------ SOURCE RECORDS

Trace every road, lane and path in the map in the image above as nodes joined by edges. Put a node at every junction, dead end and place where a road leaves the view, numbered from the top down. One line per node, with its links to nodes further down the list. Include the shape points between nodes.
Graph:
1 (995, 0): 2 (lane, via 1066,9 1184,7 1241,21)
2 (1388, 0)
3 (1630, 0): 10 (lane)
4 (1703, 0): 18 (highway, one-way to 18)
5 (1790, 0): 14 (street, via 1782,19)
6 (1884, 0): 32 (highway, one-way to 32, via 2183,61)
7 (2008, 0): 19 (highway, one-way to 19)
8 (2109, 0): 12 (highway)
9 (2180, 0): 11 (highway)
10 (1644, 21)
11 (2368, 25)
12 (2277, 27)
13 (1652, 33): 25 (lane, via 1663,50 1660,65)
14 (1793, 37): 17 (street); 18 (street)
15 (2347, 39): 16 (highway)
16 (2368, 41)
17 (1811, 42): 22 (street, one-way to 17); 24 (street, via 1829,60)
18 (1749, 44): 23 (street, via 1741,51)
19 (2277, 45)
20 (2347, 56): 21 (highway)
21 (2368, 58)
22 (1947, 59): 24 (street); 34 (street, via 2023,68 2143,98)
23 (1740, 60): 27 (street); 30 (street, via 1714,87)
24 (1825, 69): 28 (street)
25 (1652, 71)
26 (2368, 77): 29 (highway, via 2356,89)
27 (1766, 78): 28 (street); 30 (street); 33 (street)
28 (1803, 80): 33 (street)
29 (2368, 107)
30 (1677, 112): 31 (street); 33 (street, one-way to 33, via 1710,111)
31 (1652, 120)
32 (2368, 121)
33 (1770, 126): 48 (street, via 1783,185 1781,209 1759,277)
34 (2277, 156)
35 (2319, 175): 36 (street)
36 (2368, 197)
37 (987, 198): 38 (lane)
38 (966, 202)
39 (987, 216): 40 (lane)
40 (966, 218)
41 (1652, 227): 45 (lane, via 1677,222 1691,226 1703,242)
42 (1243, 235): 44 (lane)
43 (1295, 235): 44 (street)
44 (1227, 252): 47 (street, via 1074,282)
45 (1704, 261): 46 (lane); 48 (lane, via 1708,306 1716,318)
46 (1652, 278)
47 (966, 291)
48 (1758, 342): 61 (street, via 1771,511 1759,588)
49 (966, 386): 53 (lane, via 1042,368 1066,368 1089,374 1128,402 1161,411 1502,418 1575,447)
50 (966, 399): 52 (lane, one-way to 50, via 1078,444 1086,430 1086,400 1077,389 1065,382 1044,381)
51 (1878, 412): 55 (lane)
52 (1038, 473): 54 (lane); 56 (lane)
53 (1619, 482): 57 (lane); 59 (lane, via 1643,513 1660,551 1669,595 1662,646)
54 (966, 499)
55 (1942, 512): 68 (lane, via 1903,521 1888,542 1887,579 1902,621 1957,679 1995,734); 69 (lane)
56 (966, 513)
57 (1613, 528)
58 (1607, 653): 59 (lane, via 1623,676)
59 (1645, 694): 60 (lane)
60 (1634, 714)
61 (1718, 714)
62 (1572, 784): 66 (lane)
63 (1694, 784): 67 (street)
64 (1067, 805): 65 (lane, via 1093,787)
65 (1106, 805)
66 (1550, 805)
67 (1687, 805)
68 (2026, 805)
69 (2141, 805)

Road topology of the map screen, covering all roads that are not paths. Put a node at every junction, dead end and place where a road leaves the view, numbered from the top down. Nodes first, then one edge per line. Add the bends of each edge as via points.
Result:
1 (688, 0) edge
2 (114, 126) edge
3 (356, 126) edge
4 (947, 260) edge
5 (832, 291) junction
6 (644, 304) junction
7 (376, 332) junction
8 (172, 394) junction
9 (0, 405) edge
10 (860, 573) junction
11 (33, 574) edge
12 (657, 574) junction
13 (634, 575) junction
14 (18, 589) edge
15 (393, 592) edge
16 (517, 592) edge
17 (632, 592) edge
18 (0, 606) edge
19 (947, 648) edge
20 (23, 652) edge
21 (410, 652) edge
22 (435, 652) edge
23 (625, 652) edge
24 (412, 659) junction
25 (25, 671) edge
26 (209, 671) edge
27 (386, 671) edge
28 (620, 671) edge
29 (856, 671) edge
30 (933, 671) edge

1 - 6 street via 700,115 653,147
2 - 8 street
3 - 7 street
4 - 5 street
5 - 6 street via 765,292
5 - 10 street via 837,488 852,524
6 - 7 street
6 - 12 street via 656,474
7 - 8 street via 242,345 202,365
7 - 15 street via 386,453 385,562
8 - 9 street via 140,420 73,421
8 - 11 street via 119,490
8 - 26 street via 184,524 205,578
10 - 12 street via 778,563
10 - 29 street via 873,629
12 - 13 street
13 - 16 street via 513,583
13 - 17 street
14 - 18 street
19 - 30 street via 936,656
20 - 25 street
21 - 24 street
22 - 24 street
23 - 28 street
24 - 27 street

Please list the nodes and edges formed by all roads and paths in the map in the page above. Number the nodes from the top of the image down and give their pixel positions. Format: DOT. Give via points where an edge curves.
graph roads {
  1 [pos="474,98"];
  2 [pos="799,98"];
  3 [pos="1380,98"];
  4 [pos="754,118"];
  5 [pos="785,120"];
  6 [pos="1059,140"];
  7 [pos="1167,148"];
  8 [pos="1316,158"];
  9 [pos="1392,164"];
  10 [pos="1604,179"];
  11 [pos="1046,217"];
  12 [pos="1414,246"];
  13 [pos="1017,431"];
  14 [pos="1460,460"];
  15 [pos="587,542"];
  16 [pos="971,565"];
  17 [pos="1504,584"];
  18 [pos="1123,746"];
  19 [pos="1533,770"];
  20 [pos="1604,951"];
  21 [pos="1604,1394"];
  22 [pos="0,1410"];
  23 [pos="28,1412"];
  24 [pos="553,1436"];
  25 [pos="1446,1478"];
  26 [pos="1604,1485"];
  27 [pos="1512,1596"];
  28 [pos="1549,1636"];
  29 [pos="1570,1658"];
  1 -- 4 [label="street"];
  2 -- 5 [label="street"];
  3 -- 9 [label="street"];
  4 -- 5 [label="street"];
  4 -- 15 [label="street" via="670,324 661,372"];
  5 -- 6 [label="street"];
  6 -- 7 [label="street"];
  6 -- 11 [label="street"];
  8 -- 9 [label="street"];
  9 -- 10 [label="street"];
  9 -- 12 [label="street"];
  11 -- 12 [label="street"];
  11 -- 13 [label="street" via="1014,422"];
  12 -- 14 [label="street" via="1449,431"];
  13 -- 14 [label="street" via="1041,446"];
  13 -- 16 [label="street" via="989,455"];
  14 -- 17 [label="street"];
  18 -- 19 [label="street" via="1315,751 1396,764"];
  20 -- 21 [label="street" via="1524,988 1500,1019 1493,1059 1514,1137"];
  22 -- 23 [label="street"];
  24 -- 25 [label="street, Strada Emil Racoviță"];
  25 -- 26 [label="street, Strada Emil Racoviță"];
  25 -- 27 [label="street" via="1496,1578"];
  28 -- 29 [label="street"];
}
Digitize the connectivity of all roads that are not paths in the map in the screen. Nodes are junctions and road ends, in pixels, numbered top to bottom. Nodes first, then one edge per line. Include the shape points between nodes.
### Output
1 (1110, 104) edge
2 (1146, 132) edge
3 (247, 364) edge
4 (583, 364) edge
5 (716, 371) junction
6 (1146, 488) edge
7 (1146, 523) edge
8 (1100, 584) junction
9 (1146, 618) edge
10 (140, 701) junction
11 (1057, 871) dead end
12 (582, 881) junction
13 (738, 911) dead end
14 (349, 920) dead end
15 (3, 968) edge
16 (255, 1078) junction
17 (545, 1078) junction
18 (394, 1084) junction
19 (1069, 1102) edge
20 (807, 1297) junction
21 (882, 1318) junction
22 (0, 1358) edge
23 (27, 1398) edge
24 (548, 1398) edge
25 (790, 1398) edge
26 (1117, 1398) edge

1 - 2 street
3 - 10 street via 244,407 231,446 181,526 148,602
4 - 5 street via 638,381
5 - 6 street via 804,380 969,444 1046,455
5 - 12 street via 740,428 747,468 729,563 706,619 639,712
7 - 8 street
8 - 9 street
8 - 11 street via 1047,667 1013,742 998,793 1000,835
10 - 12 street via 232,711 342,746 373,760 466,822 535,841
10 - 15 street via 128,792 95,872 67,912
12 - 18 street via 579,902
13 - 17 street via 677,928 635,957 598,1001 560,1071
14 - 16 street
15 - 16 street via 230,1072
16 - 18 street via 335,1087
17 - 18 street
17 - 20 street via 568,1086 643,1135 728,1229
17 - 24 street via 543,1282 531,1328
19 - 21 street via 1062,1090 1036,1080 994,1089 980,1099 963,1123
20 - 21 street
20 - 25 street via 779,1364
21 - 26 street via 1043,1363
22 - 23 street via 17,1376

------------

## YOUR ASSIGNMENT
Count how many lines in the listing contain the string "between". Only that number should be given.

## EXERCISE OUTPUT
2